In the Age of Giorgione
Royal Academy of Arts, Piccadilly, London 12 March – 5 June, 2016
According to Vasari, the art historian of the Italian Renaissance, Giorgione was born in 1478 in Castelfranco, near Treviso, and brought up in Venice. He became one of the greatest Venetian artists, but died of the plague, probably in 1510, in his early 30s.
These very sparse biographical details add to the sense of enigma we see in the paintings, very few of which have survived, and several of which are merely attributed to him.

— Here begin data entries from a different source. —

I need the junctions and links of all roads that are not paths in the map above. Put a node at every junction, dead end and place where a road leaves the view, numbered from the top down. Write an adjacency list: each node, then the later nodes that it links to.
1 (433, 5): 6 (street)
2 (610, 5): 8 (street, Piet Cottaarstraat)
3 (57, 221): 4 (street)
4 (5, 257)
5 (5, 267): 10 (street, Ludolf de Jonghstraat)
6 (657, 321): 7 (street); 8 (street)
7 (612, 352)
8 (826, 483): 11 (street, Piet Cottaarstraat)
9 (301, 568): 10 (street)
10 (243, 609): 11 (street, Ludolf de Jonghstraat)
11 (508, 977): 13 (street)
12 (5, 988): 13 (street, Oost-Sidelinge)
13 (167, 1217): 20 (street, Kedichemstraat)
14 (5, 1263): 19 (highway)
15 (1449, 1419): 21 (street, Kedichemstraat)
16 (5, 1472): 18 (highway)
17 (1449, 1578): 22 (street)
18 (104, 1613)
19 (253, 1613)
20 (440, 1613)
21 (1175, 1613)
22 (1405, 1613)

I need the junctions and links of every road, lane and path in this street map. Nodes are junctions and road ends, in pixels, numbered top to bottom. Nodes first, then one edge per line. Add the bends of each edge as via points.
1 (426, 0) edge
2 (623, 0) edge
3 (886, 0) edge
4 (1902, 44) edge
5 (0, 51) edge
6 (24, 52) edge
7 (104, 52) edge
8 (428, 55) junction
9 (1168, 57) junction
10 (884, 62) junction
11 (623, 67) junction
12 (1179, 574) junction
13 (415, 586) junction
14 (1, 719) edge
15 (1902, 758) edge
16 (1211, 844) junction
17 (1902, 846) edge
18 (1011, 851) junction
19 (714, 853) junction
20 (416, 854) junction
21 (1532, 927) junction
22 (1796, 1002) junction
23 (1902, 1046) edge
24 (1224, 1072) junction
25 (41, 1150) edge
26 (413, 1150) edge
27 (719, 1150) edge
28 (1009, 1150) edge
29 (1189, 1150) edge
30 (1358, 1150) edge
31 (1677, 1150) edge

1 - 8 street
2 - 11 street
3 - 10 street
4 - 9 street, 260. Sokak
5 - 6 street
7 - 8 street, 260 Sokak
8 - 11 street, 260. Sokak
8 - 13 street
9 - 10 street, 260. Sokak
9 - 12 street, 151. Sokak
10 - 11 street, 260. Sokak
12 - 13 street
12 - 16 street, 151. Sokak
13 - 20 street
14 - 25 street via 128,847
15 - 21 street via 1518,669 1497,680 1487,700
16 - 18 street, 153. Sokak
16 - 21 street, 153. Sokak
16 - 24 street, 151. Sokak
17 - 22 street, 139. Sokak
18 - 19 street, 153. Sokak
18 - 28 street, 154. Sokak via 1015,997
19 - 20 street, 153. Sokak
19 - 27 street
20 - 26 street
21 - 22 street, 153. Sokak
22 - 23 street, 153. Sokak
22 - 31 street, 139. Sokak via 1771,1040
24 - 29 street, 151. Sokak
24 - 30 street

Giorgione with his followers, such as Titian, Lotto, Mancini and Cariani, revolutionized Venetian painting. His works have a mystical, misty, smoky (“sfumato”), poetic quality, with blurred lines and colours, like Venice itself, a sliver of land between sky and sea. Vasari mentions that Giorgione learnt to depict these “subtle transitions of colour and tone” and to use light and shade from studying the works of Leonardo, who visited Venice in 1500.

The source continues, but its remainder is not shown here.